# Has any one confronted the OM in person.



## strugglinghusband (Nov 9, 2011)

I know there are posts about contacting the OM via phone or email etc, and another post about violent thoughts, but has anyone actually done it in person?


----------



## Gabriel (May 10, 2011)

I don't see why anyone would elect to do this unless they were open to physically harming him. Bad idea.

I confronted my wife's OM via email - what purpose would it serve to do this in person???


----------



## Remains (Jan 24, 2012)

I contacted the other woman. I went because I needed the answer to a question I didn't believe my man was being honest about. So although I wanted to punch her (she knew he was with me when they had seen each other, but according to him it had finished 1 year earlier.

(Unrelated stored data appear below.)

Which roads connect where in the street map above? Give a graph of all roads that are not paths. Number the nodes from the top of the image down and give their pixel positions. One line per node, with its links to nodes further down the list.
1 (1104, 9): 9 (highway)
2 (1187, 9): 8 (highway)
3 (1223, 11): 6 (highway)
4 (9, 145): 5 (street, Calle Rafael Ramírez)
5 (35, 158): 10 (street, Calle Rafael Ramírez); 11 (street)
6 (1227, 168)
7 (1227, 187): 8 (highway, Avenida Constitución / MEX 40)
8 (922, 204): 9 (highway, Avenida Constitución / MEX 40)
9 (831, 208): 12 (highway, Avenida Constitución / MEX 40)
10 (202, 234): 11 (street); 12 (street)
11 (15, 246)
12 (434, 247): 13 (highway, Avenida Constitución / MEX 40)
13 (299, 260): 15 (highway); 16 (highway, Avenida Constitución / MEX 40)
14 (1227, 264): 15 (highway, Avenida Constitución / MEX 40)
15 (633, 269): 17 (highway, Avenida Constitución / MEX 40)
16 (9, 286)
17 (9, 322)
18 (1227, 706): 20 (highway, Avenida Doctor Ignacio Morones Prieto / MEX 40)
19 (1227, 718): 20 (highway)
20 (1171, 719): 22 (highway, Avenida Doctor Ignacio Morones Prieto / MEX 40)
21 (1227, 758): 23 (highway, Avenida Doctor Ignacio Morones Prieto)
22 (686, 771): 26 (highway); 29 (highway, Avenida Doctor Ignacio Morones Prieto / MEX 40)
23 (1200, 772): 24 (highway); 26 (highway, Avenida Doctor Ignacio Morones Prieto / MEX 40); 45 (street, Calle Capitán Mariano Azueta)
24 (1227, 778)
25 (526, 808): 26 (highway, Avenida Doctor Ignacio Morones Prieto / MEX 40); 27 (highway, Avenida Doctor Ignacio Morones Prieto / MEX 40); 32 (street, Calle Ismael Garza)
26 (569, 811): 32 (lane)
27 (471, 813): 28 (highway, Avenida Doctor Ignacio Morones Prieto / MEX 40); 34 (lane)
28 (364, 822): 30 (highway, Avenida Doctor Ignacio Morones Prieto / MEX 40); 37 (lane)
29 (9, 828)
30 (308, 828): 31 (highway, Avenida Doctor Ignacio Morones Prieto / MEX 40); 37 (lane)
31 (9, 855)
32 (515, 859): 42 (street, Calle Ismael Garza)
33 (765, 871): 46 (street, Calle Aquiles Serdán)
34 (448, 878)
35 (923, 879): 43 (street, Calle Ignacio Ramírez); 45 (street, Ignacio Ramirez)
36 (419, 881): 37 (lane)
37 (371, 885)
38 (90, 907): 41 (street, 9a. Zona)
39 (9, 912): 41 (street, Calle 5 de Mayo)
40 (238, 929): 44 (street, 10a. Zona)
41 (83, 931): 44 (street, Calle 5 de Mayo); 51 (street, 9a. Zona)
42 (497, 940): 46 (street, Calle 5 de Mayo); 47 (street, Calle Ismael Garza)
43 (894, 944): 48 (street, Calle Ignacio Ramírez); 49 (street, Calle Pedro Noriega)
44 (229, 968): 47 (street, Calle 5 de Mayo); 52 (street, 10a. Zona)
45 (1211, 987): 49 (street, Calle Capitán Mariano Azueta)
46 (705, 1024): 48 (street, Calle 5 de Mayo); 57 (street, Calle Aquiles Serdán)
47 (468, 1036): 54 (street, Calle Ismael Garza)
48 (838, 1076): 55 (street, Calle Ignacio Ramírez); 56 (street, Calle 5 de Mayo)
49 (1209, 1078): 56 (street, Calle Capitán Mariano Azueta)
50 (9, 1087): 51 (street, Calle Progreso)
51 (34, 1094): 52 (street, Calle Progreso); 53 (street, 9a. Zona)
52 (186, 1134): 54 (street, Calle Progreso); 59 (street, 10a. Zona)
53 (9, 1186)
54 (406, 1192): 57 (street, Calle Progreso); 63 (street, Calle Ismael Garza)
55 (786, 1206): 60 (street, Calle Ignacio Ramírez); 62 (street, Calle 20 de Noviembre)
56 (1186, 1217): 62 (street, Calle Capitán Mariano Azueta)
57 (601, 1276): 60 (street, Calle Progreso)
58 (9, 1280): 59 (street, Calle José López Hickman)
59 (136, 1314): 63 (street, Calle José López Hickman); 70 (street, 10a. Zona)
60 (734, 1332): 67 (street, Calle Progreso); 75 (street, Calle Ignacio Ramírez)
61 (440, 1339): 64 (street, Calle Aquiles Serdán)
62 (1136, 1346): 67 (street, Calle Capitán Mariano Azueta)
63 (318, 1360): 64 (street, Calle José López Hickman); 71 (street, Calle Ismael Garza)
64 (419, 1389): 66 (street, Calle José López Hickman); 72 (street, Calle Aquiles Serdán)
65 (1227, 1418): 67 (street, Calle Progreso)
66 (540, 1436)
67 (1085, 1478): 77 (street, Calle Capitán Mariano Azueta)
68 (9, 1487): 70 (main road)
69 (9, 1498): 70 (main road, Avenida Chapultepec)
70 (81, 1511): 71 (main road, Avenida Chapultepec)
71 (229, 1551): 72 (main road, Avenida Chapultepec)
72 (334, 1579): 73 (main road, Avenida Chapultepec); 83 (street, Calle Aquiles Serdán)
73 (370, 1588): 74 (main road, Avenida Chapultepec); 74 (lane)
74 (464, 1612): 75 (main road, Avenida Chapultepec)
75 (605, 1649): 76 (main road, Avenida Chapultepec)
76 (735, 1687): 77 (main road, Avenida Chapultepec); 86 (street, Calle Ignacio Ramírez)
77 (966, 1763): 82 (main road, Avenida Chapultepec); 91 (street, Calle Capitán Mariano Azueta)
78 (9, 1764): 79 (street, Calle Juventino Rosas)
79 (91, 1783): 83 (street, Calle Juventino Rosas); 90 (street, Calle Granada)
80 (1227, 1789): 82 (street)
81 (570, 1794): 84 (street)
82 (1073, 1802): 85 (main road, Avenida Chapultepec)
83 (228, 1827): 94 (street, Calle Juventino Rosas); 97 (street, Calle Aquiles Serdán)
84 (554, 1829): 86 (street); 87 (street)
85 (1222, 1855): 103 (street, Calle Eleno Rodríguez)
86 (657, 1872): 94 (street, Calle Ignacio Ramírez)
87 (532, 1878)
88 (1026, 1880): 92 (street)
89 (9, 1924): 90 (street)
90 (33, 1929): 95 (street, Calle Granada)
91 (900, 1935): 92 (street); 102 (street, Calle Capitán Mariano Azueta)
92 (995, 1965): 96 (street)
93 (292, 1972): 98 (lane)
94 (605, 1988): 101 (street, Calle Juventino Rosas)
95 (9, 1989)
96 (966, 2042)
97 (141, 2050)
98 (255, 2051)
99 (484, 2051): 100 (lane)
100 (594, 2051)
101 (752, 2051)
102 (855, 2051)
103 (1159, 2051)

That was the question. If the final time really was that long ago) I had to be pleasant and nice so that she would talk to me and give me my answers. After her initial shock and attempt at being a bit*h, I had a cup of tea with her and chatted for about 20 mins. It was interesting. I would still like to punch her lights out. Now I don't need info from her I have no need to be pleasant. So I fantasise about bumping into her at a pub, buying some brown ale, and pouring it carefully over her head.


----------



## Vanton68 (Feb 5, 2012)

I wish I could have at the time. But I didn't find out till years later, and he is long gone. Would have been nice to have left him in a bloody mess, with her witnessing it. Then I would have just let him have her. It would have been nice to dish out just a little of the pain, that I got to experience when I found out about everything. I really regret not having the chance to meet him.


----------



## JustWaiting (Jun 28, 2011)

Twice. Many years ago I met in a public place with one of the men my first wife cheated with. He said he was very sorry. Meeting wasn't my idea. He begged me to not tell his wife. 22 years later they are still together. I don't regret speaking with him. It helped me realize that the person who betrayed me was the wife and not him.

This time around, I wound up unconscious, concussion and injuries, inpatient in hospital. It helped snap my wife out of the fog. She kept saying, I can't believe he could do this. She stopped all contact. He actually tried to contact her twice in the past two and one half years through a friend and she refused and told me. 

If there is no contact, I think it's best to not speak with the OM/OW. Disclosing or not disclosing to their partners is a whole other question. 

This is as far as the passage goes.